§ **EXERCISE DESCRIPTION**
Only the lines that include "Tramuntana" should be copied from the data below.

________________

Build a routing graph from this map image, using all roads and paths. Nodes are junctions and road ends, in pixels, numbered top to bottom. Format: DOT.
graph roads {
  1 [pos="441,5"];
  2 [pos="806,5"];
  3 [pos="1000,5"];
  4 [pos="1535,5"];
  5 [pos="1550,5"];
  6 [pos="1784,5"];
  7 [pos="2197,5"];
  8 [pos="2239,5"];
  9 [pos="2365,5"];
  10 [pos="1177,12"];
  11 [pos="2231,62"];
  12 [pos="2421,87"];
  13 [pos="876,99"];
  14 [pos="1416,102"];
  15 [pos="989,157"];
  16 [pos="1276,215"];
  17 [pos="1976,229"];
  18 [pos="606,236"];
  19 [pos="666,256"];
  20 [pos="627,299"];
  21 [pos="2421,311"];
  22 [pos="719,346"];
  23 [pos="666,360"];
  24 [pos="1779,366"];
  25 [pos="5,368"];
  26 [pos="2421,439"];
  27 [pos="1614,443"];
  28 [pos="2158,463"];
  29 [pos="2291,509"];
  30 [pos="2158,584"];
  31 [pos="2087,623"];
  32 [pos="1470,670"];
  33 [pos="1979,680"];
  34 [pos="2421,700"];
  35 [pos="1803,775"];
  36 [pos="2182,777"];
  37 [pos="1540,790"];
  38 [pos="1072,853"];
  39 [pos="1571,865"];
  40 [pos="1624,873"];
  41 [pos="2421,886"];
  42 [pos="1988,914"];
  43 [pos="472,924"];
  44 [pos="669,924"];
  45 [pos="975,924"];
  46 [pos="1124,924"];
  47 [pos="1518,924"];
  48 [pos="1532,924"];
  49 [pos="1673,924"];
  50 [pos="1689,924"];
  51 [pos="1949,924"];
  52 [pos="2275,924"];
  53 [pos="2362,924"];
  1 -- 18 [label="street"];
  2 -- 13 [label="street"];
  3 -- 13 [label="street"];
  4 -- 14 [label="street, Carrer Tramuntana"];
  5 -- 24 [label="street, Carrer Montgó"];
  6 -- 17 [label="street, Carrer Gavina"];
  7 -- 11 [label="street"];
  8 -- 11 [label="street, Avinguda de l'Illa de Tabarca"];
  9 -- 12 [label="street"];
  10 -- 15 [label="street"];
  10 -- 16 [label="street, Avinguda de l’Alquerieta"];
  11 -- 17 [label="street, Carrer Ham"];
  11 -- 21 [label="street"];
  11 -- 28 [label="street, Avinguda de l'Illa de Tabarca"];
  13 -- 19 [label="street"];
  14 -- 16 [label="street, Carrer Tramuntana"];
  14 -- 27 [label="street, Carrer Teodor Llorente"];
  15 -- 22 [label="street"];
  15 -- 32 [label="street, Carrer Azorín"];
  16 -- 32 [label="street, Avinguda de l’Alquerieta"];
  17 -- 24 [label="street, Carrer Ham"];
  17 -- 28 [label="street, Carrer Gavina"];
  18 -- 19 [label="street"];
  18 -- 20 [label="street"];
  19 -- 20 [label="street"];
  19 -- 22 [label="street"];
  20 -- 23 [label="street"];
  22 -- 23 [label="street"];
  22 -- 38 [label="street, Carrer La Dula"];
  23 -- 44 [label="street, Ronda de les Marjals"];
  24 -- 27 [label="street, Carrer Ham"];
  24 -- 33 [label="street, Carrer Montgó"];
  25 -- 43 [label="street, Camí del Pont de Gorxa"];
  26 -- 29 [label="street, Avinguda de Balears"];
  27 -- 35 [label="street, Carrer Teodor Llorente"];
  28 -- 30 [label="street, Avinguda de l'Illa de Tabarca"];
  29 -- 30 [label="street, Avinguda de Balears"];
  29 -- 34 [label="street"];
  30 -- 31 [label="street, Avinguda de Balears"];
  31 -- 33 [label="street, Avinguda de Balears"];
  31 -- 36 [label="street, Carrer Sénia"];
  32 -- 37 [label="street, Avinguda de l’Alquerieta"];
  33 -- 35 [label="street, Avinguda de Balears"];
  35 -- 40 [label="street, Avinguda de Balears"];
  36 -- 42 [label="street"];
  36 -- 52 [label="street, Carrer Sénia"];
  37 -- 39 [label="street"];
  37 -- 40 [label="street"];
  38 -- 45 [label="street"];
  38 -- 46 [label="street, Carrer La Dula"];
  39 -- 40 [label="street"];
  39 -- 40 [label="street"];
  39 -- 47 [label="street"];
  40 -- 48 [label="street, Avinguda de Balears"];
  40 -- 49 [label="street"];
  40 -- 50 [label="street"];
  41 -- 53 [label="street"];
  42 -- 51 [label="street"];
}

________________

§ **TASK RESPONSE**
  4 -- 14 [label="street, Carrer Tramuntana"];
  14 -- 16 [label="street, Carrer Tramuntana"];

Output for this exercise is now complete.